本文的检测原理如图1所示，在下玻片表面修饰APTES/DMOAP混合自组装膜(如图1(b)所示)，DMOAP用于诱导液晶分子垂直均一取向，APTES中的氨基与GA中的一个醛基反应后作为功能分子固定天蚕素B(如图1(c)所示).当依次滴加一定浓度的天蚕素B抗体溶液与不同浓度的待测天蚕素B抗原溶液后，此时玻片上已固定的天蚕素B与待测天蚕素B竞争结合抗体上有限的反应位点(如图1(d)所示)，基底固定的天蚕素B与天蚕素B抗体特异性结合后，由于抗体分子具有一定的空间立体结构以及分子尺寸效应，能够扰乱液晶5CB分子的取向，使其呈倾斜或近平行排列，随着样品中待测天蚕素B浓度的变化，结合到基底的天蚕素B抗体量也随之变化，进而使液晶膜的颜色和亮度发生变化(如图1(e)所示)实现对天蚕素B的特异性检测.当不含天蚕素B抗体时，由于液晶5CB分子呈垂直均一的取向因而不具有双折射,不能使偏振光透过，光学成像为均一黑色图案(如图1(f)所示).

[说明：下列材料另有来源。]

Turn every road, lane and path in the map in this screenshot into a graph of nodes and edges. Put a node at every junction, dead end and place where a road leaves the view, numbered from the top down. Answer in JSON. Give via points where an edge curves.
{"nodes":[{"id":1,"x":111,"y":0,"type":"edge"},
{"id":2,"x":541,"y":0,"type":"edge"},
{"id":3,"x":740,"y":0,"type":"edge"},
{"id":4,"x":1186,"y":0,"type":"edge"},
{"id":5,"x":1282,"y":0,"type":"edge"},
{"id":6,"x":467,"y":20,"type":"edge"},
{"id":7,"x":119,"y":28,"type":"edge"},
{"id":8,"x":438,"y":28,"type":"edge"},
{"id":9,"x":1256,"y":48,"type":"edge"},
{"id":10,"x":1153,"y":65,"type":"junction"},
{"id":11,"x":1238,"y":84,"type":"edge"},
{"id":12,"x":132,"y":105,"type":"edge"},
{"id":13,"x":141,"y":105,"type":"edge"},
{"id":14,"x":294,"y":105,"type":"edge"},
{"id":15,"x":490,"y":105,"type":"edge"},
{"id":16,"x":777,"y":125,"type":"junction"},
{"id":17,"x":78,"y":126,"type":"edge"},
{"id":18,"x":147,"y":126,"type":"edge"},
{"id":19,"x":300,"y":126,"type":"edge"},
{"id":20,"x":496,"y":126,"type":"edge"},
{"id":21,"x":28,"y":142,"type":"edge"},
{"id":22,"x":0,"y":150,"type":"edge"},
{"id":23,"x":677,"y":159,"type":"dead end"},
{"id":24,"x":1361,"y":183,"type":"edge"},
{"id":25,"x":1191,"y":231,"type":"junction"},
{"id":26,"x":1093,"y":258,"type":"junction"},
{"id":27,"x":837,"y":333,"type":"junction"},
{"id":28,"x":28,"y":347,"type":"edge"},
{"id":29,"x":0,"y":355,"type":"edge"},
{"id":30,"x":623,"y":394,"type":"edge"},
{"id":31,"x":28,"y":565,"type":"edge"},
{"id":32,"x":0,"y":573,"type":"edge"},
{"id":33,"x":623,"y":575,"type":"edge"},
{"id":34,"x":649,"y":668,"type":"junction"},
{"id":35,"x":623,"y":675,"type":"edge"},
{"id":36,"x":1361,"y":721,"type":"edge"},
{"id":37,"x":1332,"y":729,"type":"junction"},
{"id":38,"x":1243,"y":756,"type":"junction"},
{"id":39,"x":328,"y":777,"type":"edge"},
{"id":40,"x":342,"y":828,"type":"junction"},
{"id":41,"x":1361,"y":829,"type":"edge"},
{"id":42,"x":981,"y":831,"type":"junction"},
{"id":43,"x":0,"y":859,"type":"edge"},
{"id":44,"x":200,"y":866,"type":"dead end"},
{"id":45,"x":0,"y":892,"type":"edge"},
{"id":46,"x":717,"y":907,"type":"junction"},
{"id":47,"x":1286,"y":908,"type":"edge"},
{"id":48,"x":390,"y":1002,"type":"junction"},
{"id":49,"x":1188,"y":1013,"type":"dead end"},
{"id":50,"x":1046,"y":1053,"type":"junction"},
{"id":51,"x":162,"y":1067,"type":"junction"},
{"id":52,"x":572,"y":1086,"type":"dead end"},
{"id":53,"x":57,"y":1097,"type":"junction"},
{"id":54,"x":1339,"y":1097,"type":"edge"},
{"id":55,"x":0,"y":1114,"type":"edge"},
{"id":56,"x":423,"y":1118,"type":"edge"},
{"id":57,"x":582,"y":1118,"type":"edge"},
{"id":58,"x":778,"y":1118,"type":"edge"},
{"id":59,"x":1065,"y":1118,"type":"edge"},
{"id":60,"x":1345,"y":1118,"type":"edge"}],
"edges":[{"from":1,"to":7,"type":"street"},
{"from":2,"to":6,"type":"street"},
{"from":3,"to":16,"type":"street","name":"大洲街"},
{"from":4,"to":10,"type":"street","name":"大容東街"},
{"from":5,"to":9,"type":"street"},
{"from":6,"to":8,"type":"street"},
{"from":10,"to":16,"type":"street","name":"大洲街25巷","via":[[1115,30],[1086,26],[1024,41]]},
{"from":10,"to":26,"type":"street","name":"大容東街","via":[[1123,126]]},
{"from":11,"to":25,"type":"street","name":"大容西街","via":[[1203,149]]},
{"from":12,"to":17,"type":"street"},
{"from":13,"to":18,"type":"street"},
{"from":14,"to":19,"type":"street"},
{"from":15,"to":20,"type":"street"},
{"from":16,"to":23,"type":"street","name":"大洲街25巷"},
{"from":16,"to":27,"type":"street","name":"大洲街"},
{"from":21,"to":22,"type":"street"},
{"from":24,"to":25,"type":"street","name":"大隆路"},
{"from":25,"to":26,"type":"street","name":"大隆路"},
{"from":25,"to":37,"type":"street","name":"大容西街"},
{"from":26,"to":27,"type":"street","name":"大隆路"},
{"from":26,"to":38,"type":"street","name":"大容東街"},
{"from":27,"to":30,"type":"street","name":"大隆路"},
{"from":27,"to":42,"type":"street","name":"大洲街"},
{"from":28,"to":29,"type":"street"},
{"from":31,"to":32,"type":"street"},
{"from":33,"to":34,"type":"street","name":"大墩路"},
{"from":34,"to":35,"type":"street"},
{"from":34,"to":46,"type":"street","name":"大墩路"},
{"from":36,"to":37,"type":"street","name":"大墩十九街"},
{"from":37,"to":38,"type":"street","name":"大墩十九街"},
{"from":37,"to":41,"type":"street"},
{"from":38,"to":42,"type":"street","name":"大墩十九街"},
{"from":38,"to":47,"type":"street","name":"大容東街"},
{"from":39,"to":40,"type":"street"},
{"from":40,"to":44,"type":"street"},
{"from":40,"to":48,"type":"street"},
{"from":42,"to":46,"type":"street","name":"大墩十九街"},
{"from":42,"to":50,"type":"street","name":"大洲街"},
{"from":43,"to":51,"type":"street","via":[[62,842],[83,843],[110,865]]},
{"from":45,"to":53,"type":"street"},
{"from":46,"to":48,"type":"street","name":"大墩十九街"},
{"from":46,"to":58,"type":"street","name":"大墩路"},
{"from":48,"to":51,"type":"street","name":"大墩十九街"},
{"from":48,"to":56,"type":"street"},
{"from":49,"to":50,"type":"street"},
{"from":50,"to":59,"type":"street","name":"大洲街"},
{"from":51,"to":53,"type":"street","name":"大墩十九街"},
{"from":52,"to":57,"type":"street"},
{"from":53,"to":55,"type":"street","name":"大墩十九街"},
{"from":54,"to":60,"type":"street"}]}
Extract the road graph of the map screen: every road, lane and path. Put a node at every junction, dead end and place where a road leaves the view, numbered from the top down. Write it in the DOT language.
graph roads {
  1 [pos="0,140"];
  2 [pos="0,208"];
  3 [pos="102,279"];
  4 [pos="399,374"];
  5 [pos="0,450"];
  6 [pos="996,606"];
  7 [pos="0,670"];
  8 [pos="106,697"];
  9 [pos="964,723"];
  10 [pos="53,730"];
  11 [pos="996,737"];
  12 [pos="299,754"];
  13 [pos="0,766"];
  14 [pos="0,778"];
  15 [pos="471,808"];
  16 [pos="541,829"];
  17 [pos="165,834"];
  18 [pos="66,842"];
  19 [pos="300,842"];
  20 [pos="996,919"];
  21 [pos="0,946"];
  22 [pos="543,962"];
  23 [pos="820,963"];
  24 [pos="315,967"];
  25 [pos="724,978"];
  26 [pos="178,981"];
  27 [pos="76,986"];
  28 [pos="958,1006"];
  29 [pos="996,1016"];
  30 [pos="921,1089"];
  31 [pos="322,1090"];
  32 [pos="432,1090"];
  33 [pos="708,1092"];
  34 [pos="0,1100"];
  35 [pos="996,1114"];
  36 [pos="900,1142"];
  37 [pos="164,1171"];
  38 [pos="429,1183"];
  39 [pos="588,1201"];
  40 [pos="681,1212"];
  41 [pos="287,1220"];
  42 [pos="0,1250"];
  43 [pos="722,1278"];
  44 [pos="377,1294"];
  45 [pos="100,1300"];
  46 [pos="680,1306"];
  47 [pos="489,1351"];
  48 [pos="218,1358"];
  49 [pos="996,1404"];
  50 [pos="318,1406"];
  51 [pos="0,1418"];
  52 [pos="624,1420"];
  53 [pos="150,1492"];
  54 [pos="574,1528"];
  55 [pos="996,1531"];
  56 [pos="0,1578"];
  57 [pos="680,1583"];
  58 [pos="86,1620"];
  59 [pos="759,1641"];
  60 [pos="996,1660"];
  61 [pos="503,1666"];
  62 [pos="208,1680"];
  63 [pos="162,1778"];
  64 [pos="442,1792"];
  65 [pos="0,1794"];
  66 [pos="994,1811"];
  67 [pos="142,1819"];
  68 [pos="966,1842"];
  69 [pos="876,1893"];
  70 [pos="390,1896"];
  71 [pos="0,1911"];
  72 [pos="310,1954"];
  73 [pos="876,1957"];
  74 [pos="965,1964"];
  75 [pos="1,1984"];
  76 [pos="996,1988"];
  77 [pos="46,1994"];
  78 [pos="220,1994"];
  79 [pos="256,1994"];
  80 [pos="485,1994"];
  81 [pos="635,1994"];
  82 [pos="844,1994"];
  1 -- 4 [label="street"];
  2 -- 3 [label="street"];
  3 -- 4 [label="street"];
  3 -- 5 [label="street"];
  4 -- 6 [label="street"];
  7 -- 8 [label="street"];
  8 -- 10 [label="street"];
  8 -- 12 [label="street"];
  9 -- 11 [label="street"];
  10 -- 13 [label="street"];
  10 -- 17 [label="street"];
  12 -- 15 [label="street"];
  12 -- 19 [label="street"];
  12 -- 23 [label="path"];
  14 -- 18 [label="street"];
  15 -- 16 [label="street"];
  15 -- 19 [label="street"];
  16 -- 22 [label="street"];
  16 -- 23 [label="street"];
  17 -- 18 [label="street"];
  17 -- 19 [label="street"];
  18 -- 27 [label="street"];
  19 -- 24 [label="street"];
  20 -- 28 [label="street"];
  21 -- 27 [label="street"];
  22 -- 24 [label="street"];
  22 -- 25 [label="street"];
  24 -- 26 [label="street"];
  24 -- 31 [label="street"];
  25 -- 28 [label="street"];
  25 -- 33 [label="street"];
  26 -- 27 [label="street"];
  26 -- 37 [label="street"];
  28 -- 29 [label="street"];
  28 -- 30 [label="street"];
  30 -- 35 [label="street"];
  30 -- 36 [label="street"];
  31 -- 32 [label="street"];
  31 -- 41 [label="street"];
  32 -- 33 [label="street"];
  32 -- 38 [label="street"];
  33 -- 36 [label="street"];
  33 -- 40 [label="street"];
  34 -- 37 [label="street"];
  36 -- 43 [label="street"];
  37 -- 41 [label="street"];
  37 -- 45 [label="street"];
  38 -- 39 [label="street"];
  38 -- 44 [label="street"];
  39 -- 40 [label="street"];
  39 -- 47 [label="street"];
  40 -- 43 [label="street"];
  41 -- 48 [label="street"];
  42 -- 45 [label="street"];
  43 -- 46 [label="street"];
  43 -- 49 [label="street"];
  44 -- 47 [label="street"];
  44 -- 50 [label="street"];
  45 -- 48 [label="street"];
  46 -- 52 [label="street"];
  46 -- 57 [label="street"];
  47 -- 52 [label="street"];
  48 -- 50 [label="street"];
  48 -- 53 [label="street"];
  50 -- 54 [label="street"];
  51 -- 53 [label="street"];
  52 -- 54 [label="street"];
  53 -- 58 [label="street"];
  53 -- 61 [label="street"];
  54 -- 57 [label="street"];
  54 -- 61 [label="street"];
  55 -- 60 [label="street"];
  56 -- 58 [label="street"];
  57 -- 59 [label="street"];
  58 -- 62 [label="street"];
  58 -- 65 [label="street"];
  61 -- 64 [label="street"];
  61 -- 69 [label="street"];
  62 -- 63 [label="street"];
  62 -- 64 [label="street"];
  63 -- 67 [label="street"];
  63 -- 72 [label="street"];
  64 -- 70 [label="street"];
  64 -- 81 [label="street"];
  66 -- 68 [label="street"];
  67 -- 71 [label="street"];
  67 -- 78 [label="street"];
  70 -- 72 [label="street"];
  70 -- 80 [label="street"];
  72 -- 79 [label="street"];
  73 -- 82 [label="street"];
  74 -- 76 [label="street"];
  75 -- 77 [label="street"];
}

2.2基底表面APTES/DMOAP/GA自组装膜比例优化

已有研究表明，基底自组装膜的化学结构与液晶膜的有效双折射(Δneff)直接相关，进而影响其光学成像[23]，因此液晶生物传感器的基底修饰对生物分子的检测至关重要.本文采取APTES与DMOAP混合自组装法构建基底敏感膜，DMOAP中的长链烷基链能够诱导液晶分子沿长链方向取向，呈垂直排列，此时偏振光不能透过液晶池，光学图像为均一的黑色图案.APTES中的氨基与GA中的一个醛基反应后作为功能分子固定生物分子，由于APTES为短链烷基，不能有效的诱导液晶分子垂直排列，偏光显微镜成像会产生背景干扰，因此，需要探究APTES与DMOAP比例对液晶取向的影响，确定最优比例，在此基础上，进一步确定GA最优含量.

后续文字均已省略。